TUDO IGUAL Após promover na pauta o vaivém do HC, Gilmar Mendes perdeu: Lula segue preso em Curitiba (Crédito: Carlos Humberto)

Tudo poderia ter sido resolvido na terça-feira, definitivamente, mas a sala da Segunda Turma do Supremo Tribunal Federal tornara-se a cidade de Tebas, e nessa Tebas havia uma respeitável esfinge: Celso de Mello. De seu semblante saltava a mais cortante frase da história da humanidade: “decifra-me ou devoro-te”. Em bom português, com perdão da banalização, seria algo do gênero: adivinhe se meu voto vai soltar ou não o ex-presidente. Quem estava ali envolvido na questão, como Cristiano e esposa; quem estava ali para se aprimorar no Direito; quem estava ali porque passou e resolveu entrar para matar a tarde, todos, sem exceção, sentiram-se em estado de tensão. No início da noite, a presidente da Turma, ministra Cármen Lúcia, já determinara que os ministros só analisariam cautelarmente a liminar apresentada por Gilmar Mendes pela libertação de Lula. Após o recesso, aí sim, votariam o mérito do habeas corpus que alega a suspeição de Moro. O passar do tempo mais enerva do que desanuvia, e o clima se tornou ainda mais denso. A esperança, a esfinge, o decano, o ministro Celso de Mello ia começar a falar. E ningúem ainda o tinha decifrado.

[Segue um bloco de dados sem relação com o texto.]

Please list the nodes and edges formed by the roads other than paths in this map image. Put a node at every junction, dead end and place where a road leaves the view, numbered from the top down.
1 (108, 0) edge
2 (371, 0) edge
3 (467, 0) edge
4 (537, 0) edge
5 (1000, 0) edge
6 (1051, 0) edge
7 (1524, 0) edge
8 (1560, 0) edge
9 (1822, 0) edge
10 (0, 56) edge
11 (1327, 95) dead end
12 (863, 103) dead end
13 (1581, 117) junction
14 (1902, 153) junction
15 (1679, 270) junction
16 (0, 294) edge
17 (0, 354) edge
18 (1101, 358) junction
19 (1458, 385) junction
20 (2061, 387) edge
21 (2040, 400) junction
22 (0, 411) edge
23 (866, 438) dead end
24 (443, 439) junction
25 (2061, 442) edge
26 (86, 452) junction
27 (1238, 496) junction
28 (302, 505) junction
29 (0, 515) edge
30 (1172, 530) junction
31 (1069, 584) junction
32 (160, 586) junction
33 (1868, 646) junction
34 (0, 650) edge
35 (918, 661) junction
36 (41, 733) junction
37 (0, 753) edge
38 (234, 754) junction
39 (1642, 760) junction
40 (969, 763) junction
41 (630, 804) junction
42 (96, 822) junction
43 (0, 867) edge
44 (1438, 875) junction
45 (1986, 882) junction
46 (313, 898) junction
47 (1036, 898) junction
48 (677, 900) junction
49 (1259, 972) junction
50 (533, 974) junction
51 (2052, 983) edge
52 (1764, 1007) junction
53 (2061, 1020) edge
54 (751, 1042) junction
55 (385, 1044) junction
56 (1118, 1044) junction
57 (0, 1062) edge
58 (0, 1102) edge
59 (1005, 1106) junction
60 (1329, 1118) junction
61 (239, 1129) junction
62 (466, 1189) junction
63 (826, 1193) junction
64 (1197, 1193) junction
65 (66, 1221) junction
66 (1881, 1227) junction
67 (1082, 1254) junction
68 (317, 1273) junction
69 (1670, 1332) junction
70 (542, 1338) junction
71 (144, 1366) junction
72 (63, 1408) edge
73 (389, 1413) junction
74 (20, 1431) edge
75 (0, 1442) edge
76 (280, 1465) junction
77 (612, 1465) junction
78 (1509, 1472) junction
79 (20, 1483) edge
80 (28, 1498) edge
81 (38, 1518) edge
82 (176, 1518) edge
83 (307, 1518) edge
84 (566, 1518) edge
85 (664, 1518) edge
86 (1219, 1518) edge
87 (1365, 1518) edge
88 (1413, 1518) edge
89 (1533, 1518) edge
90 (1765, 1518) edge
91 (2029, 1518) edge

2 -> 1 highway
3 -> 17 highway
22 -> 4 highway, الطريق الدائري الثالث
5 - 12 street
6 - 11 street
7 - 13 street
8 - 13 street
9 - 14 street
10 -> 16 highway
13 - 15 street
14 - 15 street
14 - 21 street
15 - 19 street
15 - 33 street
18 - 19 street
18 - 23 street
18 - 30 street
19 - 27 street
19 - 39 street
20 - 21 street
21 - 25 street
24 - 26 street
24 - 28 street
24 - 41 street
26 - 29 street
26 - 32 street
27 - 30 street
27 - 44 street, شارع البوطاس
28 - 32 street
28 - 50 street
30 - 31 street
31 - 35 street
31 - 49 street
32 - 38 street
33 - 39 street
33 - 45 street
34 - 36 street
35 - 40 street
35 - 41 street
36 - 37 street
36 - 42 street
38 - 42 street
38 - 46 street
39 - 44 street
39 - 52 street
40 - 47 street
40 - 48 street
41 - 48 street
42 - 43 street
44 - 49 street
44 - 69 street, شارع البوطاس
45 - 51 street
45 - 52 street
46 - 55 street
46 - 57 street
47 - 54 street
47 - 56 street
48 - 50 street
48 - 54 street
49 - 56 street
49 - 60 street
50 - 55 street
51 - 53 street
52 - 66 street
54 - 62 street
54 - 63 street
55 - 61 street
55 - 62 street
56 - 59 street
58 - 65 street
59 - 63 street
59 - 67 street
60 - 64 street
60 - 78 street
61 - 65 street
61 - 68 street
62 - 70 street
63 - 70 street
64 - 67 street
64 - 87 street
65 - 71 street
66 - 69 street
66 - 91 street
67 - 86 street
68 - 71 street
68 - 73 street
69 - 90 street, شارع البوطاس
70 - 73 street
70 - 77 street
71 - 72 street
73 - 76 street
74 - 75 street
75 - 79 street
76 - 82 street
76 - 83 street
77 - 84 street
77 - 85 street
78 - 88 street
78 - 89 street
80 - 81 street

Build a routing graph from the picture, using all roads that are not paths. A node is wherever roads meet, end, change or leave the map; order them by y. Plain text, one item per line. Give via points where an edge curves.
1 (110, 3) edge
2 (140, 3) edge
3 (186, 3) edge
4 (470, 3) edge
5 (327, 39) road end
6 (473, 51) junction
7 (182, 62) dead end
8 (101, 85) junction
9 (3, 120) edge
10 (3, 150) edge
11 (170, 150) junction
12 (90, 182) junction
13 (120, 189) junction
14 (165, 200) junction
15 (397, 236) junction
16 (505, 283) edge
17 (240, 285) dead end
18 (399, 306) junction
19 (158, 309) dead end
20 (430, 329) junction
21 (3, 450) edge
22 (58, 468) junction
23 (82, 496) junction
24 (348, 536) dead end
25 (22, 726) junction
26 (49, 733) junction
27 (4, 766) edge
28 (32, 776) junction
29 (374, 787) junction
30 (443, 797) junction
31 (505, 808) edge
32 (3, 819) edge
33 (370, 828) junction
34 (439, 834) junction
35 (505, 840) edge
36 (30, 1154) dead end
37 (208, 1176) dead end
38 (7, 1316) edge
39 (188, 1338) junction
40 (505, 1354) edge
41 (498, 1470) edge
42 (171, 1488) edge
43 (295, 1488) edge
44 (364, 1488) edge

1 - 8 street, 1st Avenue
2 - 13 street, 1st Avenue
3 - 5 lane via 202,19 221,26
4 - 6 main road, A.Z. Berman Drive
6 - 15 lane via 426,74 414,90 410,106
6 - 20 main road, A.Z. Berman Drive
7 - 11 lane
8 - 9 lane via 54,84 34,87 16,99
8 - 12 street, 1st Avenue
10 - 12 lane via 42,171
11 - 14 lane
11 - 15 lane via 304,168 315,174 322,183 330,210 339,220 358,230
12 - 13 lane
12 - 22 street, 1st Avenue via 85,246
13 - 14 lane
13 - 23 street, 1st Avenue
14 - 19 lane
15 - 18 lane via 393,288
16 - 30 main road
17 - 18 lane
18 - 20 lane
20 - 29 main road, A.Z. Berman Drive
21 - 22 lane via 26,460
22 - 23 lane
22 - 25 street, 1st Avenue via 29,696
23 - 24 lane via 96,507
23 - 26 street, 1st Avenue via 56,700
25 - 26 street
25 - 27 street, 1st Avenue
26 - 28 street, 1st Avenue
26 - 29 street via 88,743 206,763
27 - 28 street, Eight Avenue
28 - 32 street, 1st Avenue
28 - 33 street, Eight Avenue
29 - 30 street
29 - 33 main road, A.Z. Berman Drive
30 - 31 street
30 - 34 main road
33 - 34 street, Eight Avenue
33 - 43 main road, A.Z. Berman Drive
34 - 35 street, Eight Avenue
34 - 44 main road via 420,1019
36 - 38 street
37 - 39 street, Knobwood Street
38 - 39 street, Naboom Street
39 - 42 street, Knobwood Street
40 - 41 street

Os ministros Ricardo Lewandowski e Gilmar Mendes votaram a favor da soltura de Lula, Cármen Lúcia e Edson Fachin, contra. Celso de Mello abriu a voz com uma fala que se deixou ficar, para o amanhã, feito nota sustenida no ar: “Que não se interprete o meu voto como sendo a antecipação de minha decisão futura quando do julgamento final do presente habeas corpus”. Pairou a dúvida na sala. Na sequência, o magistrado lembrou que votara a favor da suspeição de Sergio Moro em 2003, no caso Banestado, pelo fato de ele ter validado como prova o monitoramento dos voos do advogado de um doleiro. Aqueles que querem Lula solto acomodaram-se melhor nas poltronas, até valeram-se do encosto. O ministro concluiu alegando que se houve ou não alguma parcialidade de Moro no caso atual, isso deve ser melhor apreciado. Novamente as costas se arcaram para frente, corpos foram tensos para a beirada dos assentos das cadeiras. Celso de Mello votou, negou a liminar, deu placar final de três a dois contra Lula. Decisão só na volta da viagem, quem sabe no aziago agosto para os superticiosos. E Lula o é. Aziago agosto historicamente no Brasil.

Paletó apertado

Ao não dar uma solução final, a Segunda Turma do STF se preservou. Como explicar, afinal, que uma decisão tão importante, a partir de um habeas corpus, fosse pronunciada nesse momento de radicalismos pelo qual passa o País? Nesse momento de estabilidade social e econômica cada vez mais líquida? Nesse momento de choque entre os poderes republicanos mais visível a cada dia? Soltar liminarmente Lula, como queriam fazer Gilmar Mendes e Lewandowski, até se concluir se Moro veste ou não o apertado paletó da suspeição, e isso às vésperas de férias… Ou, indo pelo trilho inverso, reconhecer que há suspeição e colocar em risco toda a Lava Jato, e isso em vésperas de férias… O advogado Cristiano Zanin, esperançoso, declarou à imprensa ao final da sessão: “o ministro Celso fez três vezes a ressalva de que sua posição não era definitva”. E isso em vésperas de férias…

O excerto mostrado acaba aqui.